What’s the difference between mashed potatoes
and pea soup? Anybody can mash potatoes.
I
was looking for something to read in one of my bookcases and pulled out a
weighty Enough Rope, a collection of
stories by Lawrence Block. By “weighty” I don’t mean deeply meaningful or with
heavy insight. I mean the sucker must weigh about ten pounds. Lawrence Block is
one of my favorite authors, especially in the Matt Scudder series, but he, like
Stephen King, is a driven spinner of tales, a weaver of word webs, and he just
keeps churning out novel after novel, story after story. Tucked in the book was
a slip of paper that I must have placed there several years ago, with tiny
notes to myself referring to interesting things in one of the Scudders, one of which
was the joke at the top of this page—short, funny, a little dark, just like
Matt Scudder or Keller the hitman.

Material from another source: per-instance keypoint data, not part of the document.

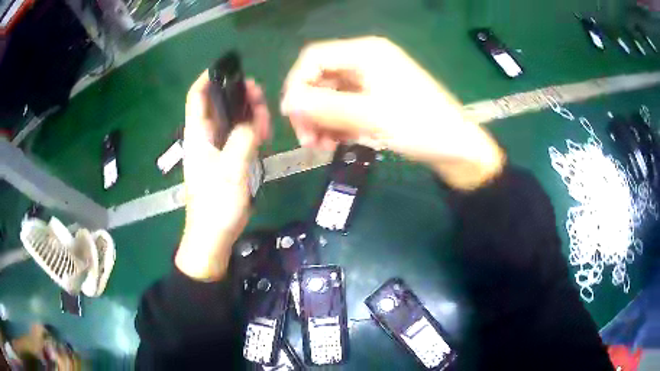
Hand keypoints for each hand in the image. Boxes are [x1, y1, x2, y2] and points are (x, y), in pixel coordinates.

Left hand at [175, 71, 269, 281]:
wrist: (213, 236)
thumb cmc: (216, 204)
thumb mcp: (231, 170)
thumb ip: (243, 140)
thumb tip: (254, 121)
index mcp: (198, 135)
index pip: (197, 97)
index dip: (207, 79)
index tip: (227, 68)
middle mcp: (204, 138)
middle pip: (218, 105)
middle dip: (238, 95)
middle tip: (259, 93)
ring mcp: (215, 150)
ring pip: (231, 120)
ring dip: (247, 113)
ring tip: (266, 116)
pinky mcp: (225, 161)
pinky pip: (238, 137)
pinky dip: (250, 130)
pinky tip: (263, 132)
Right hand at [281, 36, 504, 189]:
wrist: (457, 148)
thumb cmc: (419, 126)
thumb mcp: (370, 116)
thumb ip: (326, 107)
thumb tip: (287, 102)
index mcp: (366, 52)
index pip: (314, 58)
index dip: (297, 84)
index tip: (292, 116)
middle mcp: (365, 60)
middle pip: (321, 78)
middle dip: (310, 109)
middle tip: (307, 140)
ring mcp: (371, 80)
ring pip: (331, 96)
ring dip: (322, 121)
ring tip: (322, 148)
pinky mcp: (377, 98)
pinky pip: (346, 107)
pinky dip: (338, 125)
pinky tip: (338, 143)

I’m now reading all the stories about
Keller, who, like Scudder, is efficient, plodding, stoic, and somewhat
humorless despite the joke at the top. Keller is such an interesting character,
a sensitive, likeable fellow who collects rare stamps when he’s not on one of
his jobs doing a snuff for the mob. After the stories in Enough Rope, I may have to go back and reread all the novels about
Keller. I may have enough rope, but I may not have enough time for all the
things I want to read.
*
* *
I
just switched our cable provider from Direct TV to Dish and our phone and
internet service from Century Link to Cox. Why did I do that? I was unhappy
with Direct because they didn’t have a connection to Netflix and Dish did. I
wanted to watch Netflix movies and series on my television instead of just on
computer and IPad. And the price, at least for two years, was considerably less
than what I was paying. I didn’t realize that Dish had to take down the Direct
TV dish and replace it with theirs. I called Direct to see what I was supposed
to do with their dish, which was now lying dead on its side up against the
house. “We don’t want it back,” I was told. “It’s yours, so you can do anything
you want.” So, I can either leave it where it lies or I can hope our garbage
service will take it. What a waste. And this morning the service man from Cox
showed up. I had no idea the switchover was going to be so complicated. He was
here for nearly three hours. He had to run a new cable from the phone box to the
house. I scratch my head. Why couldn’t Cox have used the same line we’d had
forever? I thought this would be a ten-minute job of switching my old modem to the
new and the phone switch handled seamlessly at the Cox office. Wrong, by almost
three hours.
Why
do we learn life’s lessons only after it’s too late and not before? At my age,
you’d think I’d already learned all the lessons I’d ever need. Not so. And with
the speed of technical advances, I’ve probably still got a lot to learn.